Work request -
Copy out each line of the data that contains "Pallippurathukavu".

Dataset entries:
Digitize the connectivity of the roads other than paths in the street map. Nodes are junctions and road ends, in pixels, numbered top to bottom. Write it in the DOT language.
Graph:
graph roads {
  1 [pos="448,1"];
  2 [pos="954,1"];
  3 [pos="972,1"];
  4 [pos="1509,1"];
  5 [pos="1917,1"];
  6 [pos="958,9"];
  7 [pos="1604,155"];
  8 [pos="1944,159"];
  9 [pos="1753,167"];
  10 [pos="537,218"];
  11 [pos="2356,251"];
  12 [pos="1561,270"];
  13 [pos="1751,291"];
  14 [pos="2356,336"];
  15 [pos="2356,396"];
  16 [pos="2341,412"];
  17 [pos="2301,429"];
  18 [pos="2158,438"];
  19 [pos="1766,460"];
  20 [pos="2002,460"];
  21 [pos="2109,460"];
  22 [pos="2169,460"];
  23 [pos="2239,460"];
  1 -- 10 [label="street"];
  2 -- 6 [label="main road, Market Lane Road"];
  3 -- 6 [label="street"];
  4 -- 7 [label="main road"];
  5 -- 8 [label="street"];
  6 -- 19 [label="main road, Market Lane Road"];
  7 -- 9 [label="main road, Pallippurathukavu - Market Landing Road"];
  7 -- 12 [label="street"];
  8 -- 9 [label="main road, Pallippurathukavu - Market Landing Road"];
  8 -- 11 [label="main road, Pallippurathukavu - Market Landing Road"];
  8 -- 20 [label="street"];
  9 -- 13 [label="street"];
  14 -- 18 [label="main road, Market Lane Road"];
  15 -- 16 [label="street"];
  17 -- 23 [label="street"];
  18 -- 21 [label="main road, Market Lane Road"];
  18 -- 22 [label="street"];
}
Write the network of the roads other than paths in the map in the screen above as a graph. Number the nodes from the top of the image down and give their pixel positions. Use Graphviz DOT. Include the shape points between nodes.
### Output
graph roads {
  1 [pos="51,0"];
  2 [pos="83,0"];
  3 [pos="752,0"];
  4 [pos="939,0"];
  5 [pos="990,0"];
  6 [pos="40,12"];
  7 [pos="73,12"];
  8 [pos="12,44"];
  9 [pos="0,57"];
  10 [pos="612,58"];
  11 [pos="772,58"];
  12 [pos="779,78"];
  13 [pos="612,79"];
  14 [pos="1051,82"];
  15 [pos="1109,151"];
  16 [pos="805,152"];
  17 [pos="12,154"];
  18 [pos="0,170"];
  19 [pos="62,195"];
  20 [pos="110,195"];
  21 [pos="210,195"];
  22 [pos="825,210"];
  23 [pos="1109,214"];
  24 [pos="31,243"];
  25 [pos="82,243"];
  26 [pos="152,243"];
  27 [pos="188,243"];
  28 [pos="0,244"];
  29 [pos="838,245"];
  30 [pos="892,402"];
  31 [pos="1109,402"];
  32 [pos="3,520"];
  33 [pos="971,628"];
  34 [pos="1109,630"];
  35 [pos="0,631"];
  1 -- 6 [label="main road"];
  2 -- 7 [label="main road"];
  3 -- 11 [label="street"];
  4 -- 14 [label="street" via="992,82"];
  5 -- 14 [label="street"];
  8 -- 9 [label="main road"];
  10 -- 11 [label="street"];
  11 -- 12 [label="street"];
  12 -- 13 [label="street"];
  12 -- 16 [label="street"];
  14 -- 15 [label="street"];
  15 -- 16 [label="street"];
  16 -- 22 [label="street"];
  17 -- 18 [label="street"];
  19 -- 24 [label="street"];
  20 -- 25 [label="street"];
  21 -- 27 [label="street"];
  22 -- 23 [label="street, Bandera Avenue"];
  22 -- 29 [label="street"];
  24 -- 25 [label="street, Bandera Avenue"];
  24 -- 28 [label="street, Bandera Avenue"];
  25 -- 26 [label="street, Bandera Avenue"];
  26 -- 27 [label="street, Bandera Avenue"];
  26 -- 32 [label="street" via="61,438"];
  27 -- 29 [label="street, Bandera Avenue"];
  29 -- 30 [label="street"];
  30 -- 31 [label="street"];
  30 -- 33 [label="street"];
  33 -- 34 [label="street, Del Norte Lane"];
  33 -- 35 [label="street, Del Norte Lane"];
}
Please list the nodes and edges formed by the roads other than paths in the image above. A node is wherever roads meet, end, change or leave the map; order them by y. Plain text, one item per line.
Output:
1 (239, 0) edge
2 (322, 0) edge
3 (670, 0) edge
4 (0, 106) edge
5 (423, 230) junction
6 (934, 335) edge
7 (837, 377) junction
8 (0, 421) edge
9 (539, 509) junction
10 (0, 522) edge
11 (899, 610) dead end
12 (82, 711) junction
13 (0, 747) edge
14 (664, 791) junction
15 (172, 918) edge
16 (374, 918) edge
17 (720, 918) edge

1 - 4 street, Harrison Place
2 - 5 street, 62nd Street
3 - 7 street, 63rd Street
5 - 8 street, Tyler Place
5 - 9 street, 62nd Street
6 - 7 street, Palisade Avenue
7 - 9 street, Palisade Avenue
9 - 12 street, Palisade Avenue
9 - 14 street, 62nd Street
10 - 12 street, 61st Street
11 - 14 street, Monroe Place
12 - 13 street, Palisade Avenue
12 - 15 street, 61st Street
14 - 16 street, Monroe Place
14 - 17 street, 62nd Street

Output for this exercise -
  7 -- 9 [label="main road, Pallippurathukavu - Market Landing Road"];
  8 -- 9 [label="main road, Pallippurathukavu - Market Landing Road"];
  8 -- 11 [label="main road, Pallippurathukavu - Market Landing Road"];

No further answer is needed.